**Supplied material**:
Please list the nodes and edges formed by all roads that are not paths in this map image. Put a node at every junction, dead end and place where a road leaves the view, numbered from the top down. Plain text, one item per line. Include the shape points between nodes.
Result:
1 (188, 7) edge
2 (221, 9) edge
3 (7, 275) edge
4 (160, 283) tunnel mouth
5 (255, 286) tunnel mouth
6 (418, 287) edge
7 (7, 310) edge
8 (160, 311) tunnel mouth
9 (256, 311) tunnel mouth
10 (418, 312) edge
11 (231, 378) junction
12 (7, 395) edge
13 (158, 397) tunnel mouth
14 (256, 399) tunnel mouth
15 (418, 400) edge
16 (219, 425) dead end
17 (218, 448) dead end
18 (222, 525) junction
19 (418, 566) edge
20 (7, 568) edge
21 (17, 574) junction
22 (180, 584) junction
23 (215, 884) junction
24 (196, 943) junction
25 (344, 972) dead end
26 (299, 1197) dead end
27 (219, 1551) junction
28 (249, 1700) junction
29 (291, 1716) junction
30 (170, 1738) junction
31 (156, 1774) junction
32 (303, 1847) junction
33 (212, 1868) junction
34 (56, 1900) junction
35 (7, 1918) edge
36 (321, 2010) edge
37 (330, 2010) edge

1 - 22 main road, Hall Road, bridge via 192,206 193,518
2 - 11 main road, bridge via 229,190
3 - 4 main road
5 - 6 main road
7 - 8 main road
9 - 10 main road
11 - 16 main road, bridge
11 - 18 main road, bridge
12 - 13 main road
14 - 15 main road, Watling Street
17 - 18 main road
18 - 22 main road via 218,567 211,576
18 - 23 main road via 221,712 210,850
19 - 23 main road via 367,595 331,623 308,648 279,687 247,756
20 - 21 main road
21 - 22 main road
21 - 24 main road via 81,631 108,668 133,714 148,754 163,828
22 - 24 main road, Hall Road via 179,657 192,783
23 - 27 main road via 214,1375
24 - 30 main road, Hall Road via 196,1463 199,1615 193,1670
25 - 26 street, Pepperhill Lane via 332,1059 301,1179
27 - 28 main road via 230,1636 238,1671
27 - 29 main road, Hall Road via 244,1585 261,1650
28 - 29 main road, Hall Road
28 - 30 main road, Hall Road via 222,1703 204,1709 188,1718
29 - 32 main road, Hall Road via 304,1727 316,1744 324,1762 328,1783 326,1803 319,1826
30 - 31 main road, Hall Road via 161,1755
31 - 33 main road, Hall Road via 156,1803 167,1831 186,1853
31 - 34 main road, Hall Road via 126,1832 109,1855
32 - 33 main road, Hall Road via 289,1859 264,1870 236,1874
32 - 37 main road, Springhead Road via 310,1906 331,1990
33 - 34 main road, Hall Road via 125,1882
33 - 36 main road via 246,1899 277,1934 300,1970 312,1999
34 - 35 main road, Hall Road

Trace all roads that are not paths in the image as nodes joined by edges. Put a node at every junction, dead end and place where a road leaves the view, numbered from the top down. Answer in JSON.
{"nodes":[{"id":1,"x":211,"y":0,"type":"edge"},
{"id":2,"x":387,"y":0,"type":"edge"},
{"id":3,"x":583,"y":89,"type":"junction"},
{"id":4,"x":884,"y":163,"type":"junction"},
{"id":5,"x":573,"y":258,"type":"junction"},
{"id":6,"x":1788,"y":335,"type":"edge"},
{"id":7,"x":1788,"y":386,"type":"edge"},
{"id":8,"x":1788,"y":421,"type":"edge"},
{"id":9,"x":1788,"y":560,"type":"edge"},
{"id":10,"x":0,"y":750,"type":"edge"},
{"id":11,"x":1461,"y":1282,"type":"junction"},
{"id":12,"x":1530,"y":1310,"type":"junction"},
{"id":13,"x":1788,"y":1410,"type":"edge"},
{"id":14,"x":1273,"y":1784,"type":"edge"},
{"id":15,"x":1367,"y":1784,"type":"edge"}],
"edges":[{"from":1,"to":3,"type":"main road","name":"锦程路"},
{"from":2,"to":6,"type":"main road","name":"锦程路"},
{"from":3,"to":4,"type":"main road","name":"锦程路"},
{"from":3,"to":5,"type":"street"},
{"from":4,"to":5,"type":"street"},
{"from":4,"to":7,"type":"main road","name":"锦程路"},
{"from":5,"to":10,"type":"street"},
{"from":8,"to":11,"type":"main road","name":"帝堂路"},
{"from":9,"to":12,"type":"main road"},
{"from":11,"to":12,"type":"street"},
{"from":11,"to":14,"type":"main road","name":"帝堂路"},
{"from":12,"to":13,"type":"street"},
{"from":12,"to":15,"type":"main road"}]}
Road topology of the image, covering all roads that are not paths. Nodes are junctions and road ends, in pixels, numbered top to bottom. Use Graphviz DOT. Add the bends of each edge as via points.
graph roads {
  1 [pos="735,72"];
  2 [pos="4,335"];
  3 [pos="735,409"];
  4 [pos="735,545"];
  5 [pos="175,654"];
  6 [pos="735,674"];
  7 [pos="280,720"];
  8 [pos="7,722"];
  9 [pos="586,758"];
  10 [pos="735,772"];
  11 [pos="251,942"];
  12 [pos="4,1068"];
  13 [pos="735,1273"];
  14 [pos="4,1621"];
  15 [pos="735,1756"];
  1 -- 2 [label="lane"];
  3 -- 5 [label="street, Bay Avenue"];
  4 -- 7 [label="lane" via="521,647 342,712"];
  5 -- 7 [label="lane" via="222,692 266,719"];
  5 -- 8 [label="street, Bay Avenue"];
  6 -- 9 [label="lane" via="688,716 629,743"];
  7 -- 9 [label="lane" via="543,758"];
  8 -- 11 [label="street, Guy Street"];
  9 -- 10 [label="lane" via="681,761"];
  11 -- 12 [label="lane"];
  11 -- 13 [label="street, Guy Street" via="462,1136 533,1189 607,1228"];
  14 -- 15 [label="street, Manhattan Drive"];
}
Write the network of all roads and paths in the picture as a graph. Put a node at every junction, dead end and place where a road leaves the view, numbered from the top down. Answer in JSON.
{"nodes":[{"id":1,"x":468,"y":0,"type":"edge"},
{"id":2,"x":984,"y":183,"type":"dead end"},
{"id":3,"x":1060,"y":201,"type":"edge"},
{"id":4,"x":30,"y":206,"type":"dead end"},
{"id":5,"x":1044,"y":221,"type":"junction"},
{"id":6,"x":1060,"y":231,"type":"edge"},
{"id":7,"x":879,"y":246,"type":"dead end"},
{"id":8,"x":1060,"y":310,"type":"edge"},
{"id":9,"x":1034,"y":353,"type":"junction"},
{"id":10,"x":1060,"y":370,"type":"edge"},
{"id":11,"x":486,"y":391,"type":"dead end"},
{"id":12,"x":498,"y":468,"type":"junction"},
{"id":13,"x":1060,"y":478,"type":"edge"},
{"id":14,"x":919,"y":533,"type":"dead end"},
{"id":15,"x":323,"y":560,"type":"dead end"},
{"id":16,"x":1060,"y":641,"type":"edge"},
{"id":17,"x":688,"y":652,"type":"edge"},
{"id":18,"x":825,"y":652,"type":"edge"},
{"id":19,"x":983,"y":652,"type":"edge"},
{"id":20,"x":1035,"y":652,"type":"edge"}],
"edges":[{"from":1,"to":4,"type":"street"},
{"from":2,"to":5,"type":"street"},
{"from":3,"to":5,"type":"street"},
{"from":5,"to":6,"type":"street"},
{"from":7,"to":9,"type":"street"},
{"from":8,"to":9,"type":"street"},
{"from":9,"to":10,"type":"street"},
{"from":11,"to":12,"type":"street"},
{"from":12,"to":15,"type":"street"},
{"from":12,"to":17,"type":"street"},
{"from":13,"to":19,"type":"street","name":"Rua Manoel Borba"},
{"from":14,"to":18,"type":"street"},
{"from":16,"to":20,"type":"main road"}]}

**The problem**:
Each line of the data above needs to be returned exactly.

**Exercise solution**:
Please list the nodes and edges formed by all roads that are not paths in this map image. Put a node at every junction, dead end and place where a road leaves the view, numbered from the top down. Plain text, one item per line. Include the shape points between nodes.
Result:
1 (188, 7) edge
2 (221, 9) edge
3 (7, 275) edge
4 (160, 283) tunnel mouth
5 (255, 286) tunnel mouth
6 (418, 287) edge
7 (7, 310) edge
8 (160, 311) tunnel mouth
9 (256, 311) tunnel mouth
10 (418, 312) edge
11 (231, 378) junction
12 (7, 395) edge
13 (158, 397) tunnel mouth
14 (256, 399) tunnel mouth
15 (418, 400) edge
16 (219, 425) dead end
17 (218, 448) dead end
18 (222, 525) junction
19 (418, 566) edge
20 (7, 568) edge
21 (17, 574) junction
22 (180, 584) junction
23 (215, 884) junction
24 (196, 943) junction
25 (344, 972) dead end
26 (299, 1197) dead end
27 (219, 1551) junction
28 (249, 1700) junction
29 (291, 1716) junction
30 (170, 1738) junction
31 (156, 1774) junction
32 (303, 1847) junction
33 (212, 1868) junction
34 (56, 1900) junction
35 (7, 1918) edge
36 (321, 2010) edge
37 (330, 2010) edge

1 - 22 main road, Hall Road, bridge via 192,206 193,518
2 - 11 main road, bridge via 229,190
3 - 4 main road
5 - 6 main road
7 - 8 main road
9 - 10 main road
11 - 16 main road, bridge
11 - 18 main road, bridge
12 - 13 main road
14 - 15 main road, Watling Street
17 - 18 main road
18 - 22 main road via 218,567 211,576
18 - 23 main road via 221,712 210,850
19 - 23 main road via 367,595 331,623 308,648 279,687 247,756
20 - 21 main road
21 - 22 main road
21 - 24 main road via 81,631 108,668 133,714 148,754 163,828
22 - 24 main road, Hall Road via 179,657 192,783
23 - 27 main road via 214,1375
24 - 30 main road, Hall Road via 196,1463 199,1615 193,1670
25 - 26 street, Pepperhill Lane via 332,1059 301,1179
27 - 28 main road via 230,1636 238,1671
27 - 29 main road, Hall Road via 244,1585 261,1650
28 - 29 main road, Hall Road
28 - 30 main road, Hall Road via 222,1703 204,1709 188,1718
29 - 32 main road, Hall Road via 304,1727 316,1744 324,1762 328,1783 326,1803 319,1826
30 - 31 main road, Hall Road via 161,1755
31 - 33 main road, Hall Road via 156,1803 167,1831 186,1853
31 - 34 main road, Hall Road via 126,1832 109,1855
32 - 33 main road, Hall Road via 289,1859 264,1870 236,1874
32 - 37 main road, Springhead Road via 310,1906 331,1990
33 - 34 main road, Hall Road via 125,1882
33 - 36 main road via 246,1899 277,1934 300,1970 312,1999
34 - 35 main road, Hall Road

Trace all roads that are not paths in the image as nodes joined by edges. Put a node at every junction, dead end and place where a road leaves the view, numbered from the top down. Answer in JSON.
{"nodes":[{"id":1,"x":211,"y":0,"type":"edge"},
{"id":2,"x":387,"y":0,"type":"edge"},
{"id":3,"x":583,"y":89,"type":"junction"},
{"id":4,"x":884,"y":163,"type":"junction"},
{"id":5,"x":573,"y":258,"type":"junction"},
{"id":6,"x":1788,"y":335,"type":"edge"},
{"id":7,"x":1788,"y":386,"type":"edge"},
{"id":8,"x":1788,"y":421,"type":"edge"},
{"id":9,"x":1788,"y":560,"type":"edge"},
{"id":10,"x":0,"y":750,"type":"edge"},
{"id":11,"x":1461,"y":1282,"type":"junction"},
{"id":12,"x":1530,"y":1310,"type":"junction"},
{"id":13,"x":1788,"y":1410,"type":"edge"},
{"id":14,"x":1273,"y":1784,"type":"edge"},
{"id":15,"x":1367,"y":1784,"type":"edge"}],
"edges":[{"from":1,"to":3,"type":"main road","name":"锦程路"},
{"from":2,"to":6,"type":"main road","name":"锦程路"},
{"from":3,"to":4,"type":"main road","name":"锦程路"},
{"from":3,"to":5,"type":"street"},
{"from":4,"to":5,"type":"street"},
{"from":4,"to":7,"type":"main road","name":"锦程路"},
{"from":5,"to":10,"type":"street"},
{"from":8,"to":11,"type":"main road","name":"帝堂路"},
{"from":9,"to":12,"type":"main road"},
{"from":11,"to":12,"type":"street"},
{"from":11,"to":14,"type":"main road","name":"帝堂路"},
{"from":12,"to":13,"type":"street"},
{"from":12,"to":15,"type":"main road"}]}
Road topology of the image, covering all roads that are not paths. Nodes are junctions and road ends, in pixels, numbered top to bottom. Use Graphviz DOT. Add the bends of each edge as via points.
graph roads {
  1 [pos="735,72"];
  2 [pos="4,335"];
  3 [pos="735,409"];
  4 [pos="735,545"];
  5 [pos="175,654"];
  6 [pos="735,674"];
  7 [pos="280,720"];
  8 [pos="7,722"];
  9 [pos="586,758"];
  10 [pos="735,772"];
  11 [pos="251,942"];
  12 [pos="4,1068"];
  13 [pos="735,1273"];
  14 [pos="4,1621"];
  15 [pos="735,1756"];
  1 -- 2 [label="lane"];
  3 -- 5 [label="street, Bay Avenue"];
  4 -- 7 [label="lane" via="521,647 342,712"];
  5 -- 7 [label="lane" via="222,692 266,719"];
  5 -- 8 [label="street, Bay Avenue"];
  6 -- 9 [label="lane" via="688,716 629,743"];
  7 -- 9 [label="lane" via="543,758"];
  8 -- 11 [label="street, Guy Street"];
  9 -- 10 [label="lane" via="681,761"];
  11 -- 12 [label="lane"];
  11 -- 13 [label="street, Guy Street" via="462,1136 533,1189 607,1228"];
  14 -- 15 [label="street, Manhattan Drive"];
}
Write the network of all roads and paths in the picture as a graph. Put a node at every junction, dead end and place where a road leaves the view, numbered from the top down. Answer in JSON.
{"nodes":[{"id":1,"x":468,"y":0,"type":"edge"},
{"id":2,"x":984,"y":183,"type":"dead end"},
{"id":3,"x":1060,"y":201,"type":"edge"},
{"id":4,"x":30,"y":206,"type":"dead end"},
{"id":5,"x":1044,"y":221,"type":"junction"},
{"id":6,"x":1060,"y":231,"type":"edge"},
{"id":7,"x":879,"y":246,"type":"dead end"},
{"id":8,"x":1060,"y":310,"type":"edge"},
{"id":9,"x":1034,"y":353,"type":"junction"},
{"id":10,"x":1060,"y":370,"type":"edge"},
{"id":11,"x":486,"y":391,"type":"dead end"},
{"id":12,"x":498,"y":468,"type":"junction"},
{"id":13,"x":1060,"y":478,"type":"edge"},
{"id":14,"x":919,"y":533,"type":"dead end"},
{"id":15,"x":323,"y":560,"type":"dead end"},
{"id":16,"x":1060,"y":641,"type":"edge"},
{"id":17,"x":688,"y":652,"type":"edge"},
{"id":18,"x":825,"y":652,"type":"edge"},
{"id":19,"x":983,"y":652,"type":"edge"},
{"id":20,"x":1035,"y":652,"type":"edge"}],
"edges":[{"from":1,"to":4,"type":"street"},
{"from":2,"to":5,"type":"street"},
{"from":3,"to":5,"type":"street"},
{"from":5,"to":6,"type":"street"},
{"from":7,"to":9,"type":"street"},
{"from":8,"to":9,"type":"street"},
{"from":9,"to":10,"type":"street"},
{"from":11,"to":12,"type":"street"},
{"from":12,"to":15,"type":"street"},
{"from":12,"to":17,"type":"street"},
{"from":13,"to":19,"type":"street","name":"Rua Manoel Borba"},
{"from":14,"to":18,"type":"street"},
{"from":16,"to":20,"type":"main road"}]}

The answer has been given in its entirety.